Constreñidos a decirlo, a decírnoslo. Los doctores y los comisionistas habiendo tanto del oficio de multiplicar los panes de oro, sin provocar cuchilladas, sólo respiros aliviados y la fe en los monumentos bancarios. Uno se imaginaba y pensaba y la pasión ya no perseguía. Parece que ha muerto el agrado y las tonterías jamás se desprestigian. Se encasquetan intimaciones por vías expeditas y torcidas. De modo expreso, se aceptan soplos, pronósticos y desahogos. Se miden los calibres toqueteándose el corazón, consecuente con nimias frusleríuas. Los axiomas de los lúcidos y fragantes estrategos pululan sobre los miasmas y los círculos sobacales. La hediondez prorrumpe con ansias de bodegón y aclaratorias tardías de las naturalezas muertas por agotamiento.

 

17

(¡Decidles que sí! Que se comenta que por las paredes, muros, portales, bajan y suben, ascienden y descienden, arañas que no rehúyen y se expresan con hilos para sus llamadas y llamados; ciempiés que celebran bautizos para civilizar y sembrar cizaña; lagartijas tan largas como sus lágrimas y que perdieron su nomadismo.
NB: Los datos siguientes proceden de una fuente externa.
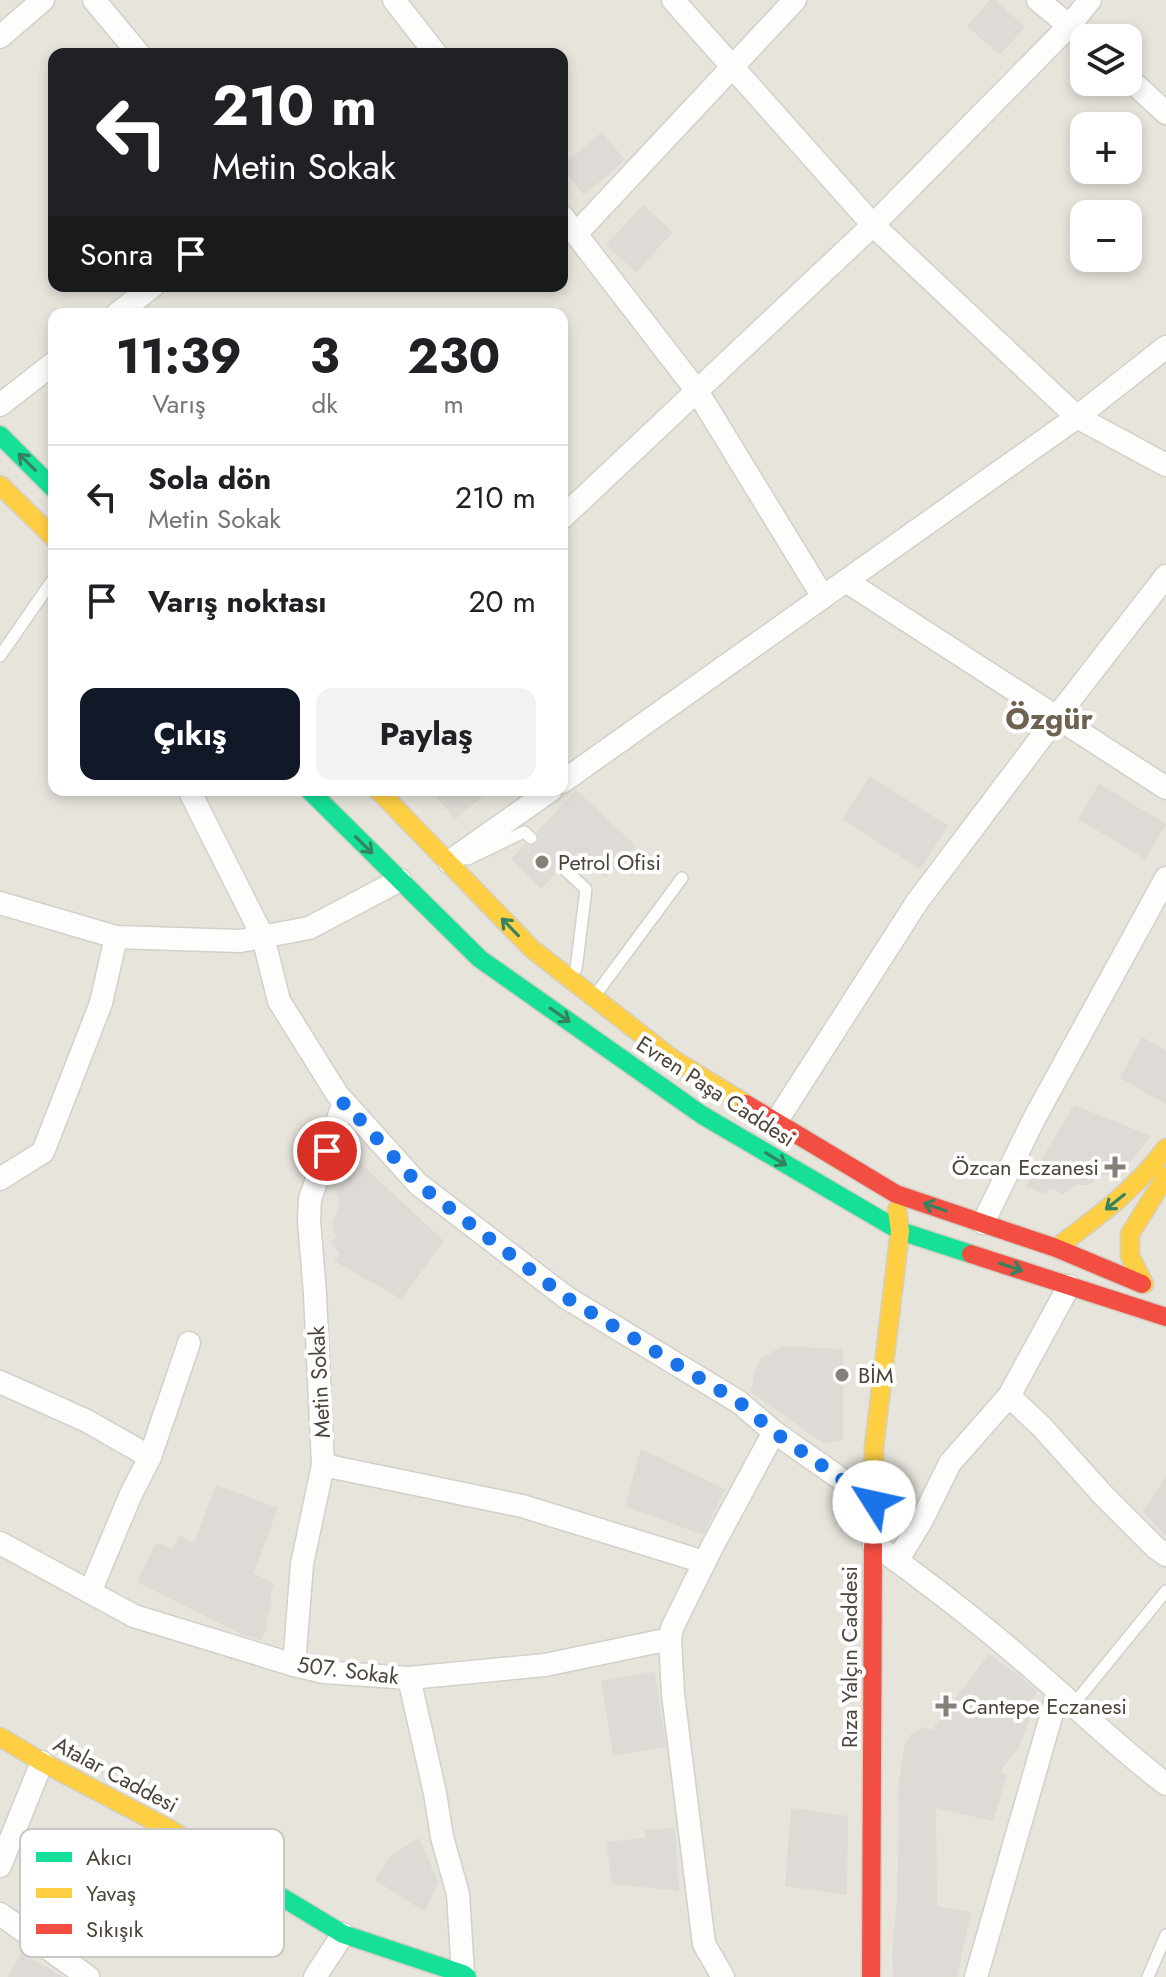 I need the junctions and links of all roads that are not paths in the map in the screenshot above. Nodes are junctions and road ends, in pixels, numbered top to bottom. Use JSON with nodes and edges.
{"nodes":[{"id":1,"x":43,"y":0,"type":"edge"},
{"id":2,"x":94,"y":0,"type":"edge"},
{"id":3,"x":394,"y":0,"type":"edge"},
{"id":4,"x":673,"y":0,"type":"edge"},
{"id":5,"x":795,"y":0,"type":"edge"},
{"id":6,"x":1038,"y":0,"type":"edge"},
{"id":7,"x":1090,"y":0,"type":"edge"},
{"id":8,"x":1080,"y":24,"type":"edge"},
{"id":9,"x":1070,"y":26,"type":"edge"},
{"id":10,"x":0,"y":37,"type":"edge"},
{"id":11,"x":1070,"y":39,"type":"edge"},
{"id":12,"x":134,"y":48,"type":"edge"},
{"id":13,"x":431,"y":48,"type":"edge"},
{"id":14,"x":732,"y":68,"type":"junction"},
{"id":15,"x":1142,"y":91,"type":"edge"},
{"id":16,"x":1166,"y":113,"type":"edge"},
{"id":17,"x":569,"y":225,"type":"edge"},
{"id":18,"x":873,"y":225,"type":"junction"},
{"id":19,"x":145,"y":292,"type":"edge"},
{"id":20,"x":125,"y":308,"type":"edge"},
{"id":21,"x":1166,"y":347,"type":"edge"},
{"id":22,"x":48,"y":368,"type":"edge"},
{"id":23,"x":697,"y":391,"type":"junction"},
{"id":24,"x":0,"y":405,"type":"edge"},
{"id":25,"x":1077,"y":417,"type":"junction"},
{"id":26,"x":0,"y":435,"type":"edge"},
{"id":27,"x":1166,"y":465,"type":"edge"},
{"id":28,"x":48,"y":483,"type":"edge"},
{"id":29,"x":0,"y":485,"type":"edge"},
{"id":30,"x":568,"y":512,"type":"edge"},
{"id":31,"x":48,"y":532,"type":"edge"},
{"id":32,"x":1166,"y":576,"type":"edge"},
{"id":33,"x":846,"y":581,"type":"junction"},
{"id":34,"x":48,"y":587,"type":"edge"},
{"id":35,"x":823,"y":597,"type":"junction"},
{"id":36,"x":0,"y":656,"type":"edge"},
{"id":37,"x":1056,"y":718,"type":"junction"},
{"id":38,"x":568,"y":778,"type":"edge"},
{"id":39,"x":1166,"y":788,"type":"edge"},
{"id":40,"x":192,"y":796,"type":"edge"},
{"id":41,"x":315,"y":796,"type":"edge"},
{"id":42,"x":384,"y":796,"type":"edge"},
{"id":43,"x":543,"y":796,"type":"edge"},
{"id":44,"x":531,"y":838,"type":"dead end"},
{"id":45,"x":451,"y":864,"type":"junction"},
{"id":46,"x":562,"y":867,"type":"dead end"},
{"id":47,"x":682,"y":878,"type":"dead end"},
{"id":48,"x":1166,"y":878,"type":"edge"},
{"id":49,"x":400,"y":880,"type":"junction"},
{"id":50,"x":0,"y":903,"type":"edge"},
{"id":51,"x":116,"y":937,"type":"junction"},
{"id":52,"x":263,"y":937,"type":"junction"},
{"id":53,"x":574,"y":982,"type":"junction"},
{"id":54,"x":594,"y":997,"type":"junction"},
{"id":55,"x":344,"y":1102,"type":"junction"},
{"id":56,"x":776,"y":1122,"type":"junction"},
{"id":57,"x":1166,"y":1148,"type":"edge"},
{"id":58,"x":1166,"y":1176,"type":"edge"},
{"id":59,"x":0,"y":1179,"type":"edge"},
{"id":60,"x":896,"y":1194,"type":"junction"},
{"id":61,"x":983,"y":1223,"type":"junction"},
{"id":62,"x":900,"y":1231,"type":"junction"},
{"id":63,"x":1056,"y":1248,"type":"junction"},
{"id":64,"x":1144,"y":1284,"type":"junction"},
{"id":65,"x":1069,"y":1286,"type":"junction"},
{"id":66,"x":1166,"y":1292,"type":"edge"},
{"id":67,"x":1166,"y":1317,"type":"edge"},
{"id":68,"x":189,"y":1343,"type":"dead end"},
{"id":69,"x":0,"y":1382,"type":"edge"},
{"id":70,"x":1009,"y":1396,"type":"junction"},
{"id":71,"x":774,"y":1432,"type":"junction"},
{"id":72,"x":150,"y":1457,"type":"junction"},
{"id":73,"x":323,"y":1465,"type":"junction"},
{"id":74,"x":874,"y":1502,"type":"junction"},
{"id":75,"x":0,"y":1543,"type":"edge"},
{"id":76,"x":874,"y":1544,"type":"junction"},
{"id":77,"x":1166,"y":1555,"type":"edge"},
{"id":78,"x":897,"y":1561,"type":"junction"},
{"id":79,"x":704,"y":1562,"type":"junction"},
{"id":80,"x":1166,"y":1591,"type":"edge"},
{"id":81,"x":90,"y":1592,"type":"junction"},
{"id":82,"x":670,"y":1639,"type":"junction"},
{"id":83,"x":294,"y":1665,"type":"junction"},
{"id":84,"x":409,"y":1678,"type":"junction"},
{"id":85,"x":1066,"y":1698,"type":"junction"},
{"id":86,"x":0,"y":1737,"type":"edge"},
{"id":87,"x":42,"y":1762,"type":"junction"},
{"id":88,"x":1166,"y":1784,"type":"edge"},
{"id":89,"x":169,"y":1829,"type":"edge"},
{"id":90,"x":0,"y":1866,"type":"edge"},
{"id":91,"x":284,"y":1898,"type":"edge"},
{"id":92,"x":0,"y":1914,"type":"edge"},
{"id":93,"x":20,"y":1928,"type":"edge"},
{"id":94,"x":343,"y":1934,"type":"junction"},
{"id":95,"x":1166,"y":1935,"type":"edge"},
{"id":96,"x":60,"y":1957,"type":"edge"},
{"id":97,"x":465,"y":1976,"type":"edge"},
{"id":98,"x":88,"y":1977,"type":"edge"},
{"id":99,"x":315,"y":1977,"type":"edge"},
{"id":100,"x":723,"y":1977,"type":"edge"},
{"id":101,"x":871,"y":1977,"type":"edge"},
{"id":102,"x":976,"y":1977,"type":"edge"},
{"id":103,"x":1148,"y":1977,"type":"edge"}],
"edges":[{"from":1,"to":10,"type":"street"},
{"from":2,"to":12,"type":"street"},
{"from":3,"to":13,"type":"street"},
{"from":4,"to":14,"type":"street"},
{"from":5,"to":14,"type":"street"},
{"from":6,"to":9,"type":"street"},
{"from":7,"to":8,"type":"street"},
{"from":11,"to":18,"type":"street"},
{"from":14,"to":17,"type":"street"},
{"from":14,"to":18,"type":"street"},
{"from":15,"to":16,"type":"street"},
{"from":17,"to":23,"type":"street"},
{"from":18,"to":23,"type":"street"},
{"from":18,"to":25,"type":"street"},
{"from":19,"to":20,"type":"street"},
{"from":21,"to":25,"type":"street"},
{"from":22,"to":24,"type":"street"},
{"from":23,"to":30,"type":"street"},
{"from":23,"to":35,"type":"street"},
{"from":25,"to":27,"type":"street"},
{"from":25,"to":33,"type":"street"},
{"from":28,"to":26,"type":"main road","one_way":true},
{"from":29,"to":31,"type":"main road"},
{"from":32,"to":37,"type":"street"},
{"from":33,"to":35,"type":"street"},
{"from":33,"to":37,"type":"street"},
{"from":34,"to":36,"type":"lane"},
{"from":35,"to":38,"type":"street"},
{"from":37,"to":39,"type":"street"},
{"from":37,"to":56,"type":"street"},
{"from":40,"to":52,"type":"street"},
{"from":41,"to":49,"type":"main road","name":"Evren Paşa Caddesi","one_way":true},
{"from":42,"to":45,"type":"main road","name":"Evren Paşa Caddesi"},
{"from":43,"to":45,"type":"street"},
{"from":44,"to":45,"type":"lane"},
{"from":53,"to":45,"type":"main road","name":"Evren Paşa Caddesi","one_way":true},
{"from":46,"to":53,"type":"lane"},
{"from":47,"to":54,"type":"lane"},
{"from":48,"to":61,"type":"street"},
{"from":49,"to":52,"type":"street"},
{"from":49,"to":62,"type":"main road","name":"Evren Paşa Caddesi","one_way":true},
{"from":50,"to":51,"type":"street"},
{"from":51,"to":52,"type":"street"},
{"from":51,"to":59,"type":"street"},
{"from":52,"to":55,"type":"street"},
{"from":53,"to":54,"type":"main road","name":"Evren Paşa Caddesi"},
{"from":54,"to":56,"type":"main road","name":"Evren Paşa Caddesi"},
{"from":55,"to":71,"type":"street"},
{"from":55,"to":73,"type":"street","name":"Metin Sokak"},
{"from":56,"to":60,"type":"main road","name":"Evren Paşa Caddesi"},
{"from":57,"to":63,"type":"main road","one_way":true},
{"from":58,"to":64,"type":"main road"},
{"from":61,"to":60,"type":"main road","name":"Evren Paşa Caddesi","one_way":true},
{"from":60,"to":62,"type":"main road","name":"Rıza Yalçın Caddesi"},
{"from":61,"to":63,"type":"main road","name":"Evren Paşa Caddesi"},
{"from":62,"to":65,"type":"main road","name":"Evren Paşa Caddesi","one_way":true},
{"from":62,"to":74,"type":"main road","name":"Rıza Yalçın Caddesi"},
{"from":63,"to":64,"type":"main road","name":"Evren Paşa Caddesi"},
{"from":64,"to":66,"type":"main road","name":"Evren Paşa Caddesi"},
{"from":65,"to":67,"type":"main road","name":"Evren Paşa Caddesi"},
{"from":65,"to":70,"type":"street"},
{"from":68,"to":72,"type":"street"},
{"from":69,"to":72,"type":"street"},
{"from":70,"to":77,"type":"street"},
{"from":70,"to":78,"type":"street"},
{"from":71,"to":74,"type":"street"},
{"from":71,"to":79,"type":"street"},
{"from":72,"to":81,"type":"street"},
{"from":73,"to":79,"type":"street"},
{"from":73,"to":83,"type":"street","name":"Metin Sokak"},
{"from":74,"to":76,"type":"main road","name":"Rıza Yalçın Caddesi"},
{"from":75,"to":81,"type":"street","name":"507. Sokak"},
{"from":76,"to":78,"type":"street"},
{"from":76,"to":101,"type":"main road","name":"Rıza Yalçın Caddesi"},
{"from":78,"to":85,"type":"street"},
{"from":79,"to":82,"type":"street"},
{"from":80,"to":85,"type":"lane"},
{"from":81,"to":83,"type":"street","name":"507. Sokak"},
{"from":82,"to":84,"type":"street","name":"507. Sokak"},
{"from":82,"to":100,"type":"street"},
{"from":83,"to":84,"type":"street","name":"507. Sokak"},
{"from":84,"to":97,"type":"street"},
{"from":85,"to":88,"type":"street"},
{"from":85,"to":102,"type":"street"},
{"from":86,"to":87,"type":"main road","name":"Atalar Caddesi"},
{"from":87,"to":89,"type":"main road","name":"Atalar Caddesi"},
{"from":87,"to":90,"type":"street"},
{"from":91,"to":94,"type":"main road","name":"Atalar Caddesi"},
{"from":92,"to":93,"type":"street"},
{"from":94,"to":97,"type":"main road","name":"Atalar Caddesi"},
{"from":94,"to":99,"type":"street"},
{"from":95,"to":103,"type":"lane"},
{"from":96,"to":98,"type":"street"}]} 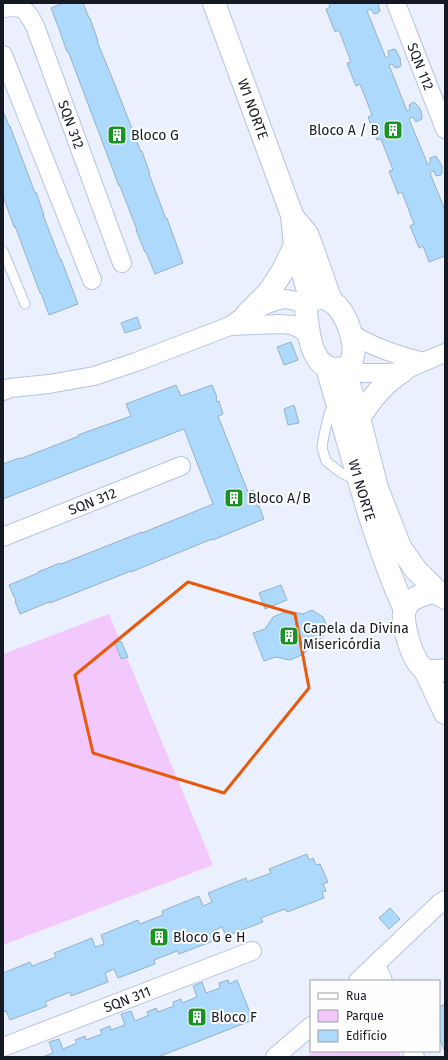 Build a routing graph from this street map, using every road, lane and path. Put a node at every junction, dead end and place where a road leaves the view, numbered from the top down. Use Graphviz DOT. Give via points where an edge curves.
graph roads {
  1 [pos="214,3"];
  2 [pos="396,3"];
  3 [pos="3,8"];
  4 [pos="3,55"];
  5 [pos="445,129"];
  6 [pos="292,215"];
  7 [pos="295,246"];
  8 [pos="3,251"];
  9 [pos="122,263"];
  10 [pos="92,280"];
  11 [pos="316,302"];
  12 [pos="24,304"];
  13 [pos="238,320"];
  14 [pos="352,334"];
  15 [pos="309,335"];
  16 [pos="445,354"];
  17 [pos="413,366"];
  18 [pos="339,367"];
  19 [pos="5,389"];
  20 [pos="359,418"];
  21 [pos="181,466"];
  22 [pos="3,537"];
  23 [pos="443,596"];
  24 [pos="405,610"];
  25 [pos="435,670"];
  26 [pos="445,713"];
  27 [pos="445,900"];
  28 [pos="252,951"];
  29 [pos="376,964"];
  30 [pos="359,980"];
  31 [pos="383,980"];
  32 [pos="310,1027"];
  33 [pos="3,1047"];
  34 [pos="276,1057"];
  1 -- 6 [label="street, W1 NORTE"];
  2 -- 5 [label="street, SQN 112"];
  3 -- 9 [label="street, SQN 312" via="22,8 27,11 35,26"];
  4 -- 10 [label="street"];
  6 -- 7 [label="street, W1 NORTE"];
  6 -- 11 [label="street, W1 NORTE" via="307,234 311,244"];
  7 -- 11 [label="street, W1 NORTE"];
  7 -- 13 [label="street" via="269,292"];
  8 -- 12 [label="lane"];
  11 -- 13 [label="street" via="284,299 267,304"];
  11 -- 14 [label="street" via="337,306"];
  11 -- 15 [label="street" via="306,312"];
  13 -- 15 [label="street" via="292,326"];
  13 -- 19 [label="street" via="136,362 94,376"];
  14 -- 17 [label="street" via="380,349 398,355"];
  14 -- 18 [label="street" via="351,362"];
  15 -- 18 [label="street" via="318,360"];
  16 -- 17 [label="street"];
  17 -- 18 [label="street" via="390,373 366,374"];
  17 -- 20 [label="street" via="386,383"];
  18 -- 20 [label="street, W1 NORTE"];
  18 -- 24 [label="street, W1 NORTE" via="336,398 359,482 385,562"];
  20 -- 23 [label="street, W1 NORTE" via="377,488 400,547 416,570"];
  21 -- 22 [label="street, SQN 312"];
  23 -- 24 [label="street" via="430,593 415,597"];
  24 -- 25 [label="street, W1 NORTE" via="410,647 418,662"];
  25 -- 26 [label="street"];
  27 -- 29 [label="street"];
  28 -- 33 [label="street, SQN 311"];
  29 -- 30 [label="street"];
  29 -- 31 [label="street"];
  32 -- 34 [label="street"];
}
Hay que decir todo eso y más y anticiparse a los debates de ocasión que buscan domeñar, de modo perentorio, a los flagelantes, pasando por encima de sus respetos humanos. ¡Decir sin desdecir hasta la vencida, pero sin vencerse! Apostando por lo que somos, a vida o muerte, a nado o en el bote, con rigor absoluto y juzgando el color del cutis con el que otrora lucían los labios).